Kicillof fue más allá cuando intentó que, por ley, todos los recursos que el Estado nacional les envía a los municipios sean girados a la gobernación. Él se encargaría de distribuirlos a los intendentes. Una fronda de alcaldes insurrectos se agolpó en la antesala del despacho presidencial. ¿Por qué Kicillof debería decidir quién recibe cuánto?, clamaban los intendentes. Alberto Fernández logró convencer a Kicillof de que era mejor dejar las cosas como estaban: que los fondos de la Nación fueran directamente a los municipios. El gobernador pidió a cambio solo estar informado de quién recibe cuánto dinero en su vasto territorio. Está sofocando probables pedidos superpuestos de recursos por parte de los intendentes. Acaba de llegar a La Plata, pero ya conoce las viejas mañas de los alcaldes. Les piden a unos y también a los otros.

¿Y la clase media, sometida a los aumentos impositivos y a un dólar un 30% más caro para viajar al exterior?

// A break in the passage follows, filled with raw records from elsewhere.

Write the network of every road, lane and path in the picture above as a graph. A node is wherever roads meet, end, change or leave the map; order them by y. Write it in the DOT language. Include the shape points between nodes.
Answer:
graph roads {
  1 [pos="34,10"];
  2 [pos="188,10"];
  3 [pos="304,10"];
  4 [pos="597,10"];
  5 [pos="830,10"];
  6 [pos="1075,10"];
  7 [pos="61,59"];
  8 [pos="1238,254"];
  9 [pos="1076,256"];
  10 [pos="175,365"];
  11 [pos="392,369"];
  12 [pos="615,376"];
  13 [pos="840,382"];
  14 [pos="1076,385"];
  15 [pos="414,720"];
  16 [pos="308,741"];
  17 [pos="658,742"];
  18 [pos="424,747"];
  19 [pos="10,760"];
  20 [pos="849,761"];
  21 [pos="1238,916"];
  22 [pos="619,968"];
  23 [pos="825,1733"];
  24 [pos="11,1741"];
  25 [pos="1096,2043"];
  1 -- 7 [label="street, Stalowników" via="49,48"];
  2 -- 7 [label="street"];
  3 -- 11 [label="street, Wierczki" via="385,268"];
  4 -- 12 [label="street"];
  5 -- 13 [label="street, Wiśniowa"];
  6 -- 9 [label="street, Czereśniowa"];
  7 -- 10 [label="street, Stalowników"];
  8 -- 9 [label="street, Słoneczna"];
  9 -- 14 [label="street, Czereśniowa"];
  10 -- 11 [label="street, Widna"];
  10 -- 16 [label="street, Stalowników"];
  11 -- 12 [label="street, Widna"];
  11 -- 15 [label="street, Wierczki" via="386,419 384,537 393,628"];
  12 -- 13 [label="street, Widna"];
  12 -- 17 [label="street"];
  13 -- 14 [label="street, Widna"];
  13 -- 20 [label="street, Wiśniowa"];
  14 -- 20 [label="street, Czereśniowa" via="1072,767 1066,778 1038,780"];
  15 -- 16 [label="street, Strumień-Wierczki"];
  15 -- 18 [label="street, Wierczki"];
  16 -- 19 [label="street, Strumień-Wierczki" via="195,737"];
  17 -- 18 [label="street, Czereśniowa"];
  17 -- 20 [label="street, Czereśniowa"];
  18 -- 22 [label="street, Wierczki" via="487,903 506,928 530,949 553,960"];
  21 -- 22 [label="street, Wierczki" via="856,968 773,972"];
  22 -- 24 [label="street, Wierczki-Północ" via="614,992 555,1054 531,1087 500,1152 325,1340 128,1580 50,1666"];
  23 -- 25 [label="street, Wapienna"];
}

La clase media se acostumbró a viajar al exterior desde los años 90. Es una rutina que no está dispuesta a cambiar. Puede evitar el pago del 30% si usa agencias online o aerolíneas que facturan en pesos. "Las facturas en pesos no pagarán el 30% de recargo", subraya Alberto Fernández. Le envía otro mensaje a la clase media: "No tendrá aumentos de los servicios públicos durante seis meses, más los meses en los que Macri no aumentó", mitiga. Tampoco habrá aumentos retroactivos cuando se descongelen en junio próximo. La excepción son las naftas. El presidente de YPF, Guillermo Nielsen, le anticipó que aumentarían un 10% los combustibles. "Es mucho", le contestó el Presidente. Quedaron en que el aumento sería del 5%. Para Alberto Fernández el yacimiento de Vaca Muerta es fundamental para las inversiones. Tan fundamental que le pidió a Nielsen que viaje al Foro Económico de Davos, a fines de enero, para presentar el proyecto de su gobierno sobre Vaca Muerta. Otra de sus ideas sobre inversiones refiere a la minería. El ministro de Ambiente, Juan Cabandié, le propuso sumarse a las protestas en Mendoza por una ley del gobierno del radical Rodolfo Suárez sobre la minería en la provincia, que la terminó retirando. Alberto Fernández lo frenó en seco a Cabandié. Esa ley es de jurisdicción provincial, le precisó. Le dijo algo más: "Andá a Malargüe y verás cómo los que no tienen trabajo quieren contar cuanto antes con una mina funcionando en el lugar". Su proyecto ideal es el del gobernador sanjuanino, Sergio Uñac, quien cambió la ley de minería y estableció un sistema de control medioambiental en tiempo real con avanzada tecnología. La minería no es mala palabra para el Presidente.

A los jubilados les suspendió la fórmula de Macri, pero no les congeló los salarios. En diciembre hubo un aumento del 9% para todos los jubilados. Habrá otro en marzo, aunque el porcentaje no lo conoce ni Alberto Fernández. Solo un peronista puede hacer esas cosas mientras la vida y la calle siguen andando normalmente. Los mercados, que esperaban un default brutal, festejan esas decisiones. No habrá default y hasta podría haber un acuerdo rápido por los pagos de la deuda. Suben los bonos argentinos y baja el riesgo país. Aumenta, por lo tanto, el valor de las empresas. Están tranquilos los mercados financieros y bursátiles de aquí y del exterior. ¿Podrá el Presidente, en cambio, despejar el malestar de los argentinos?